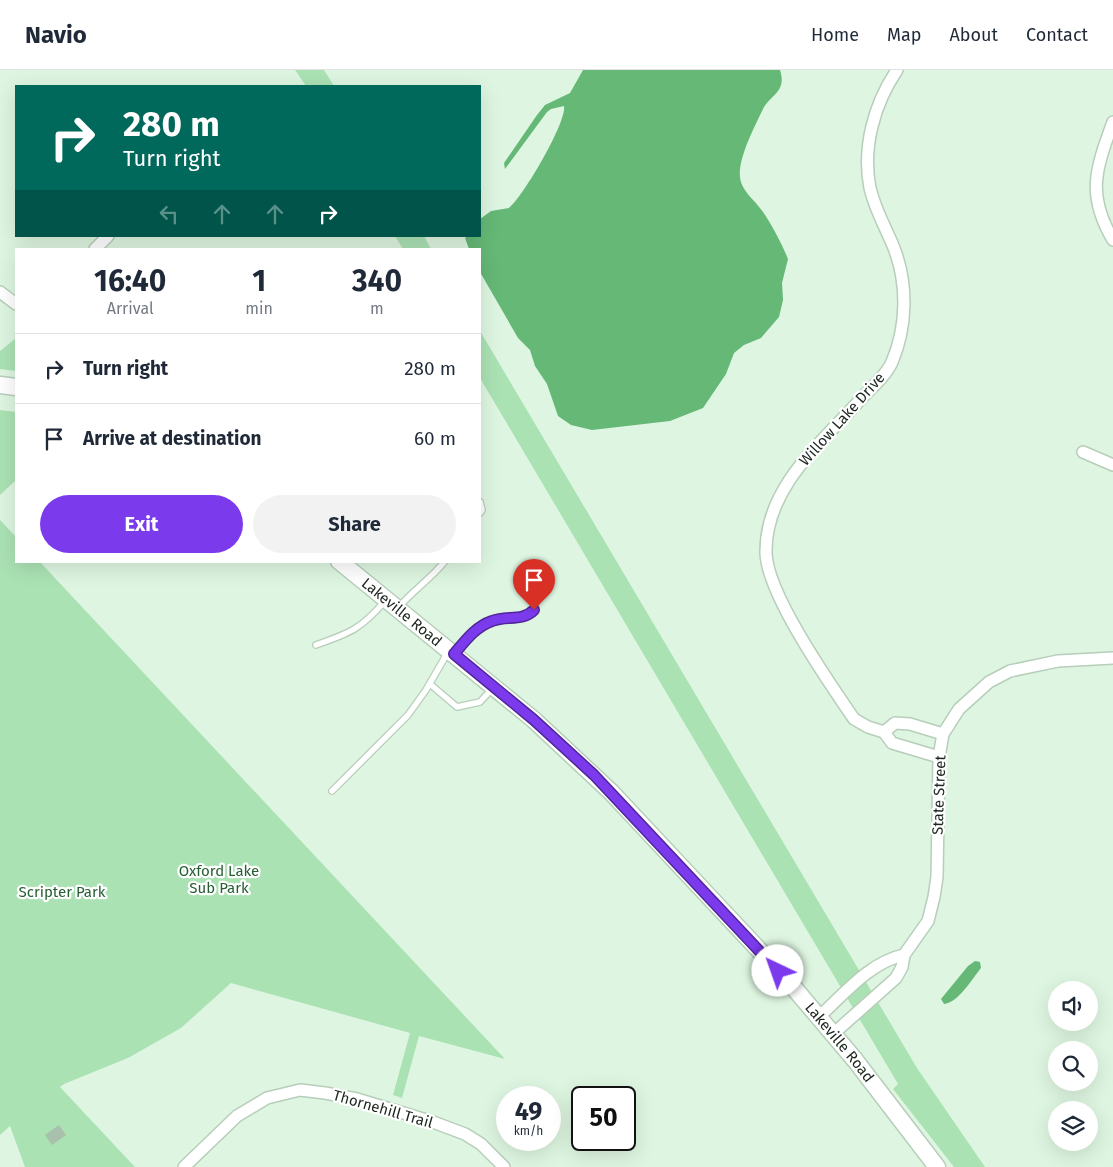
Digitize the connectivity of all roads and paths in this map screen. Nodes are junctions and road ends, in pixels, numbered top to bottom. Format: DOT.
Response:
graph roads {
  1 [pos="897,70"];
  2 [pos="1113,122"];
  3 [pos="107,237"];
  4 [pos="1113,240"];
  5 [pos="95,248"];
  6 [pos="0,292"];
  7 [pos="15,303"];
  8 [pos="0,385"];
  9 [pos="15,387"];
  10 [pos="1083,452"];
  11 [pos="1113,464"];
  12 [pos="341,563"];
  13 [pos="443,563"];
  14 [pos="523,579"];
  15 [pos="392,604"];
  16 [pos="316,644"];
  17 [pos="451,652"];
  18 [pos="1113,658"];
  19 [pos="430,684"];
  20 [pos="494,687"];
  21 [pos="884,732"];
  22 [pos="943,734"];
  23 [pos="939,757"];
  24 [pos="332,791"];
  25 [pos="904,955"];
  26 [pos="819,1017"];
  27 [pos="833,1034"];
  28 [pos="932,1165"];
  29 [pos="184,1167"];
  30 [pos="504,1167"];
  1 -- 21 [label="street, Willow Lake Drive"];
  2 -- 4 [label="street"];
  3 -- 5 [label="street"];
  6 -- 7 [label="street"];
  8 -- 9 [label="main road"];
  10 -- 11 [label="street"];
  12 -- 15 [label="main road, Lakeville Road"];
  13 -- 15 [label="lane"];
  14 -- 17 [label="lane"];
  15 -- 16 [label="lane"];
  15 -- 17 [label="main road, Lakeville Road"];
  17 -- 19 [label="lane"];
  17 -- 20 [label="main road, Lakeville Road"];
  18 -- 22 [label="street, State Street"];
  19 -- 20 [label="lane"];
  19 -- 24 [label="lane"];
  20 -- 26 [label="main road, Lakeville Road"];
  21 -- 22 [label="street"];
  21 -- 23 [label="street, Willow Lake Drive"];
  22 -- 23 [label="street, State Street"];
  23 -- 25 [label="street, State Street"];
  25 -- 26 [label="street"];
  25 -- 27 [label="street, State Street"];
  26 -- 27 [label="main road, Lakeville Road"];
  27 -- 28 [label="main road, Lakeville Road"];
  29 -- 30 [label="street, Thornehill Trail"];
}
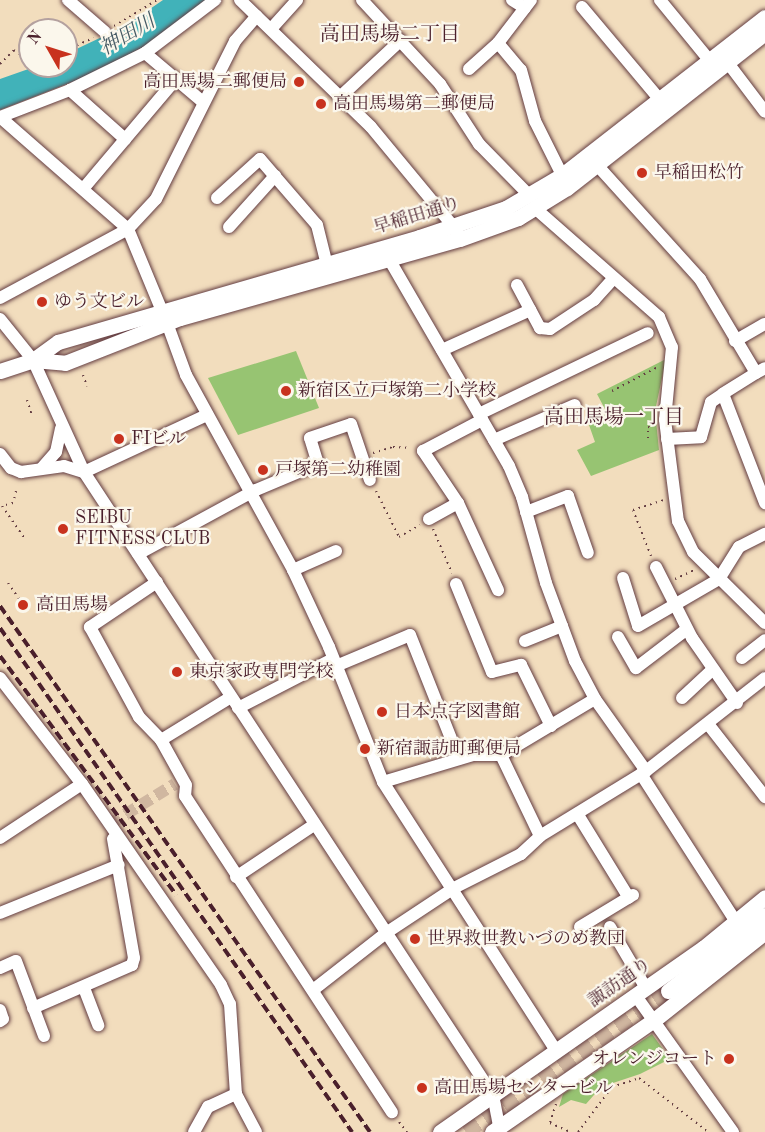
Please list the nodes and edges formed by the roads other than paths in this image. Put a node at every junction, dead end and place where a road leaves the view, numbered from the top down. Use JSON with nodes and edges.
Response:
{"nodes":[{"id":1,"x":68,"y":0,"type":"edge"},
{"id":2,"x":215,"y":0,"type":"edge"},
{"id":3,"x":240,"y":0,"type":"edge"},
{"id":4,"x":297,"y":0,"type":"edge"},
{"id":5,"x":512,"y":0,"type":"edge"},
{"id":6,"x":660,"y":0,"type":"edge"},
{"id":7,"x":368,"y":2,"type":"edge"},
{"id":8,"x":528,"y":4,"type":"edge"},
{"id":9,"x":582,"y":7,"type":"dead end"},
{"id":10,"x":257,"y":16,"type":"junction"},
{"id":11,"x":765,"y":17,"type":"edge"},
{"id":12,"x":272,"y":29,"type":"junction"},
{"id":13,"x":105,"y":32,"type":"dead end"},
{"id":14,"x":765,"y":33,"type":"edge"},
{"id":15,"x":401,"y":40,"type":"junction"},
{"id":16,"x":498,"y":43,"type":"junction"},
{"id":17,"x":145,"y":53,"type":"junction"},
{"id":18,"x":710,"y":61,"type":"junction"},
{"id":19,"x":728,"y":63,"type":"junction"},
{"id":20,"x":469,"y":69,"type":"dead end"},
{"id":21,"x":176,"y":79,"type":"junction"},
{"id":22,"x":70,"y":90,"type":"junction"},
{"id":23,"x":340,"y":97,"type":"junction"},
{"id":24,"x":660,"y":100,"type":"junction"},
{"id":25,"x":202,"y":102,"type":"junction"},
{"id":26,"x":765,"y":112,"type":"edge"},
{"id":27,"x":0,"y":117,"type":"edge"},
{"id":28,"x":125,"y":139,"type":"junction"},
{"id":29,"x":597,"y":165,"type":"junction"},
{"id":30,"x":562,"y":175,"type":"junction"},
{"id":31,"x":275,"y":176,"type":"junction"},
{"id":32,"x":83,"y":189,"type":"junction"},
{"id":33,"x":217,"y":198,"type":"dead end"},
{"id":34,"x":533,"y":202,"type":"junction"},
{"id":35,"x":229,"y":227,"type":"dead end"},
{"id":36,"x":128,"y":229,"type":"junction"},
{"id":37,"x":458,"y":232,"type":"junction"},
{"id":38,"x":389,"y":259,"type":"junction"},
{"id":39,"x":326,"y":262,"type":"junction"},
{"id":40,"x":612,"y":279,"type":"junction"},
{"id":41,"x":518,"y":285,"type":"dead end"},
{"id":42,"x":0,"y":298,"type":"edge"},
{"id":43,"x":530,"y":310,"type":"junction"},
{"id":44,"x":165,"y":317,"type":"junction"},
{"id":45,"x":0,"y":319,"type":"edge"},
{"id":46,"x":765,"y":324,"type":"edge"},
{"id":47,"x":648,"y":333,"type":"dead end"},
{"id":48,"x":735,"y":342,"type":"junction"},
{"id":49,"x":442,"y":350,"type":"junction"},
{"id":50,"x":33,"y":360,"type":"junction"},
{"id":51,"x":0,"y":371,"type":"edge"},
{"id":52,"x":760,"y":371,"type":"edge"},
{"id":53,"x":723,"y":394,"type":"junction"},
{"id":54,"x":574,"y":405,"type":"dead end"},
{"id":55,"x":207,"y":415,"type":"junction"},
{"id":56,"x":480,"y":417,"type":"junction"},
{"id":57,"x":61,"y":429,"type":"junction"},
{"id":58,"x":667,"y":439,"type":"junction"},
{"id":59,"x":494,"y":441,"type":"junction"},
{"id":60,"x":0,"y":454,"type":"edge"},
{"id":61,"x":42,"y":469,"type":"junction"},
{"id":62,"x":84,"y":472,"type":"junction"},
{"id":63,"x":370,"y":480,"type":"road end"},
{"id":64,"x":251,"y":492,"type":"junction"},
{"id":65,"x":458,"y":503,"type":"junction"},
{"id":66,"x":765,"y":503,"type":"edge"},
{"id":67,"x":526,"y":512,"type":"junction"},
{"id":68,"x":429,"y":519,"type":"road end"},
{"id":69,"x":765,"y":534,"type":"edge"},
{"id":70,"x":336,"y":551,"type":"dead end"},
{"id":71,"x":588,"y":553,"type":"dead end"},
{"id":72,"x":138,"y":554,"type":"junction"},
{"id":73,"x":656,"y":567,"type":"road end"},
{"id":74,"x":293,"y":570,"type":"junction"},
{"id":75,"x":623,"y":578,"type":"dead end"},
{"id":76,"x":719,"y":579,"type":"junction"},
{"id":77,"x":157,"y":582,"type":"junction"},
{"id":78,"x":456,"y":584,"type":"road end"},
{"id":79,"x":498,"y":590,"type":"dead end"},
{"id":80,"x":674,"y":604,"type":"junction"},
{"id":81,"x":765,"y":623,"type":"edge"},
{"id":82,"x":562,"y":626,"type":"junction"},
{"id":83,"x":687,"y":630,"type":"junction"},
{"id":84,"x":618,"y":638,"type":"dead end"},
{"id":85,"x":765,"y":640,"type":"edge"},
{"id":86,"x":525,"y":641,"type":"dead end"},
{"id":87,"x":742,"y":658,"type":"dead end"},
{"id":88,"x":334,"y":663,"type":"junction"},
{"id":89,"x":713,"y":669,"type":"junction"},
{"id":90,"x":0,"y":678,"type":"edge"},
{"id":91,"x":764,"y":681,"type":"edge"},
{"id":92,"x":682,"y":698,"type":"dead end"},
{"id":93,"x":596,"y":699,"type":"junction"},
{"id":94,"x":235,"y":702,"type":"junction"},
{"id":95,"x":737,"y":703,"type":"junction"},
{"id":96,"x":708,"y":724,"type":"junction"},
{"id":97,"x":551,"y":726,"type":"junction"},
{"id":98,"x":161,"y":740,"type":"junction"},
{"id":99,"x":501,"y":755,"type":"junction"},
{"id":100,"x":459,"y":759,"type":"junction"},
{"id":101,"x":644,"y":772,"type":"junction"},
{"id":102,"x":383,"y":782,"type":"junction"},
{"id":103,"x":82,"y":784,"type":"junction"},
{"id":104,"x":765,"y":797,"type":"edge"},
{"id":105,"x":579,"y":814,"type":"junction"},
{"id":106,"x":314,"y":825,"type":"junction"},
{"id":107,"x":112,"y":829,"type":"junction"},
{"id":108,"x":540,"y":836,"type":"junction"},
{"id":109,"x":0,"y":838,"type":"edge"},
{"id":110,"x":119,"y":865,"type":"junction"},
{"id":111,"x":236,"y":877,"type":"junction"},
{"id":112,"x":454,"y":888,"type":"junction"},
{"id":113,"x":765,"y":897,"type":"edge"},
{"id":114,"x":0,"y":913,"type":"edge"},
{"id":115,"x":765,"y":915,"type":"edge"},
{"id":116,"x":736,"y":922,"type":"junction"},
{"id":117,"x":580,"y":927,"type":"dead end"},
{"id":118,"x":610,"y":927,"type":"dead end"},
{"id":119,"x":765,"y":932,"type":"edge"},
{"id":120,"x":386,"y":933,"type":"junction"},
{"id":121,"x":0,"y":968,"type":"edge"},
{"id":122,"x":84,"y":988,"type":"junction"},
{"id":123,"x":313,"y":990,"type":"junction"},
{"id":124,"x":668,"y":991,"type":"tunnel mouth"},
{"id":125,"x":641,"y":992,"type":"junction"},
{"id":126,"x":33,"y":1008,"type":"junction"},
{"id":127,"x":0,"y":1010,"type":"edge"},
{"id":128,"x":654,"y":1020,"type":"junction"},
{"id":129,"x":0,"y":1021,"type":"edge"},
{"id":130,"x":98,"y":1025,"type":"dead end"},
{"id":131,"x":44,"y":1036,"type":"dead end"},
{"id":132,"x":556,"y":1050,"type":"junction"},
{"id":133,"x":236,"y":1094,"type":"junction"},
{"id":134,"x":493,"y":1095,"type":"junction"},
{"id":135,"x":392,"y":1112,"type":"dead end"},
{"id":136,"x":497,"y":1130,"type":"edge"},
{"id":137,"x":194,"y":1132,"type":"edge"},
{"id":138,"x":256,"y":1132,"type":"edge"},
{"id":139,"x":440,"y":1132,"type":"edge"},
{"id":140,"x":733,"y":1132,"type":"edge"}],
"edges":[{"from":1,"to":13,"type":"street"},
{"from":2,"to":17,"type":"street"},
{"from":3,"to":10,"type":"street"},
{"from":4,"to":12,"type":"street"},
{"from":5,"to":8,"type":"street"},
{"from":6,"to":18,"type":"street"},
{"from":7,"to":15,"type":"street"},
{"from":8,"to":16,"type":"street"},
{"from":9,"to":24,"type":"street"},
{"from":10,"to":12,"type":"street"},
{"from":10,"to":25,"type":"street"},
{"from":11,"to":18,"type":"main road","name":"早稲田通り"},
{"from":12,"to":23,"type":"street"},
{"from":14,"to":19,"type":"main road","name":"早稲田通り"},
{"from":15,"to":23,"type":"street"},
{"from":15,"to":34,"type":"street"},
{"from":16,"to":20,"type":"street"},
{"from":16,"to":30,"type":"street"},
{"from":17,"to":21,"type":"street"},
{"from":17,"to":22,"type":"street"},
{"from":18,"to":24,"type":"main road","name":"早稲田通り"},
{"from":19,"to":26,"type":"street"},
{"from":19,"to":29,"type":"main road","name":"早稲田通り"},
{"from":21,"to":25,"type":"street"},
{"from":21,"to":28,"type":"street"},
{"from":22,"to":27,"type":"street"},
{"from":22,"to":28,"type":"street"},
{"from":23,"to":37,"type":"street"},
{"from":24,"to":30,"type":"main road","name":"早稲田通り"},
{"from":25,"to":36,"type":"street"},
{"from":27,"to":32,"type":"street"},
{"from":28,"to":32,"type":"street"},
{"from":29,"to":34,"type":"main road","name":"早稲田通り"},
{"from":29,"to":48,"type":"street"},
{"from":30,"to":34,"type":"main road","name":"早稲田通り"},
{"from":31,"to":33,"type":"street"},
{"from":31,"to":35,"type":"street"},
{"from":31,"to":39,"type":"street"},
{"from":32,"to":36,"type":"street"},
{"from":34,"to":37,"type":"main road","name":"早稲田通り"},
{"from":34,"to":40,"type":"street"},
{"from":36,"to":42,"type":"street"},
{"from":36,"to":44,"type":"street"},
{"from":37,"to":38,"type":"main road","name":"早稲田通り"},
{"from":37,"to":39,"type":"main road","name":"早稲田通り"},
{"from":38,"to":44,"type":"main road","name":"早稲田通り"},
{"from":38,"to":49,"type":"street"},
{"from":39,"to":44,"type":"main road","name":"早稲田通り"},
{"from":40,"to":43,"type":"street"},
{"from":40,"to":58,"type":"street"},
{"from":41,"to":43,"type":"street"},
{"from":43,"to":49,"type":"street"},
{"from":44,"to":50,"type":"main road","name":"早稲田通り"},
{"from":44,"to":55,"type":"street"},
{"from":45,"to":50,"type":"street"},
{"from":46,"to":48,"type":"street"},
{"from":47,"to":56,"type":"street"},
{"from":48,"to":52,"type":"street"},
{"from":49,"to":56,"type":"street"},
{"from":50,"to":51,"type":"main road","name":"早稲田通り"},
{"from":50,"to":57,"type":"street"},
{"from":52,"to":53,"type":"street"},
{"from":53,"to":58,"type":"street"},
{"from":53,"to":66,"type":"street"},
{"from":54,"to":59,"type":"street"},
{"from":55,"to":62,"type":"street"},
{"from":55,"to":64,"type":"street"},
{"from":56,"to":59,"type":"street"},
{"from":56,"to":65,"type":"street"},
{"from":57,"to":61,"type":"street"},
{"from":57,"to":62,"type":"street"},
{"from":58,"to":76,"type":"street"},
{"from":59,"to":67,"type":"street"},
{"from":60,"to":61,"type":"street"},
{"from":61,"to":62,"type":"street"},
{"from":62,"to":72,"type":"street"},
{"from":63,"to":64,"type":"street"},
{"from":64,"to":72,"type":"street"},
{"from":64,"to":74,"type":"street"},
{"from":65,"to":68,"type":"street"},
{"from":65,"to":79,"type":"street"},
{"from":67,"to":71,"type":"street"},
{"from":67,"to":82,"type":"street"},
{"from":69,"to":76,"type":"street"},
{"from":70,"to":74,"type":"street"},
{"from":72,"to":77,"type":"street"},
{"from":73,"to":80,"type":"street"},
{"from":74,"to":88,"type":"street"},
{"from":75,"to":80,"type":"street"},
{"from":76,"to":80,"type":"street"},
{"from":76,"to":81,"type":"street"},
{"from":77,"to":94,"type":"street"},
{"from":77,"to":98,"type":"street"},
{"from":78,"to":97,"type":"street"},
{"from":80,"to":83,"type":"street"},
{"from":82,"to":86,"type":"street"},
{"from":82,"to":93,"type":"street"},
{"from":83,"to":84,"type":"street"},
{"from":83,"to":89,"type":"street"},
{"from":85,"to":87,"type":"street"},
{"from":88,"to":94,"type":"street"},
{"from":88,"to":100,"type":"street"},
{"from":88,"to":102,"type":"street"},
{"from":89,"to":92,"type":"street"},
{"from":89,"to":95,"type":"street"},
{"from":90,"to":103,"type":"street"},
{"from":91,"to":95,"type":"street"},
{"from":93,"to":97,"type":"street"},
{"from":93,"to":101,"type":"street"},
{"from":94,"to":98,"type":"street"},
{"from":94,"to":106,"type":"street"},
{"from":95,"to":96,"type":"street"},
{"from":96,"to":101,"type":"street"},
{"from":96,"to":104,"type":"street"},
{"from":97,"to":99,"type":"street"},
{"from":98,"to":111,"type":"street"},
{"from":99,"to":100,"type":"street"},
{"from":99,"to":108,"type":"street"},
{"from":100,"to":102,"type":"street"},
{"from":101,"to":105,"type":"street"},
{"from":101,"to":116,"type":"street"},
{"from":102,"to":112,"type":"street"},
{"from":103,"to":107,"type":"street"},
{"from":103,"to":109,"type":"street"},
{"from":105,"to":108,"type":"street"},
{"from":105,"to":117,"type":"street"},
{"from":106,"to":111,"type":"street"},
{"from":106,"to":120,"type":"street"},
{"from":107,"to":110,"type":"street"},
{"from":107,"to":133,"type":"street"},
{"from":108,"to":112,"type":"street"},
{"from":110,"to":114,"type":"street"},
{"from":110,"to":122,"type":"street"},
{"from":111,"to":123,"type":"street"},
{"from":112,"to":120,"type":"street"},
{"from":112,"to":132,"type":"street"},
{"from":113,"to":116,"type":"main road","name":"諏訪通り"},
{"from":115,"to":124,"type":"main road"},
{"from":116,"to":125,"type":"main road","name":"諏訪通り"},
{"from":118,"to":125,"type":"street"},
{"from":119,"to":128,"type":"main road"},
{"from":120,"to":123,"type":"street"},
{"from":120,"to":134,"type":"street"},
{"from":121,"to":126,"type":"street"},
{"from":122,"to":126,"type":"street"},
{"from":122,"to":130,"type":"street"},
{"from":123,"to":135,"type":"street"},
{"from":125,"to":128,"type":"street"},
{"from":125,"to":132,"type":"main road","name":"諏訪通り"},
{"from":126,"to":131,"type":"street"},
{"from":127,"to":129,"type":"street"},
{"from":128,"to":136,"type":"main road"},
{"from":128,"to":140,"type":"street"},
{"from":132,"to":134,"type":"main road","name":"諏訪通り"},
{"from":133,"to":137,"type":"street"},
{"from":133,"to":138,"type":"street"},
{"from":134,"to":136,"type":"street"},
{"from":134,"to":139,"type":"main road","name":"諏訪通り"}]}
------------
Problem. If a line in the records above contains the word "lane", copy it.

Response area.
  13 -- 15 [label="lane"];
  14 -- 17 [label="lane"];
  15 -- 16 [label="lane"];
  17 -- 19 [label="lane"];
  19 -- 20 [label="lane"];
  19 -- 24 [label="lane"];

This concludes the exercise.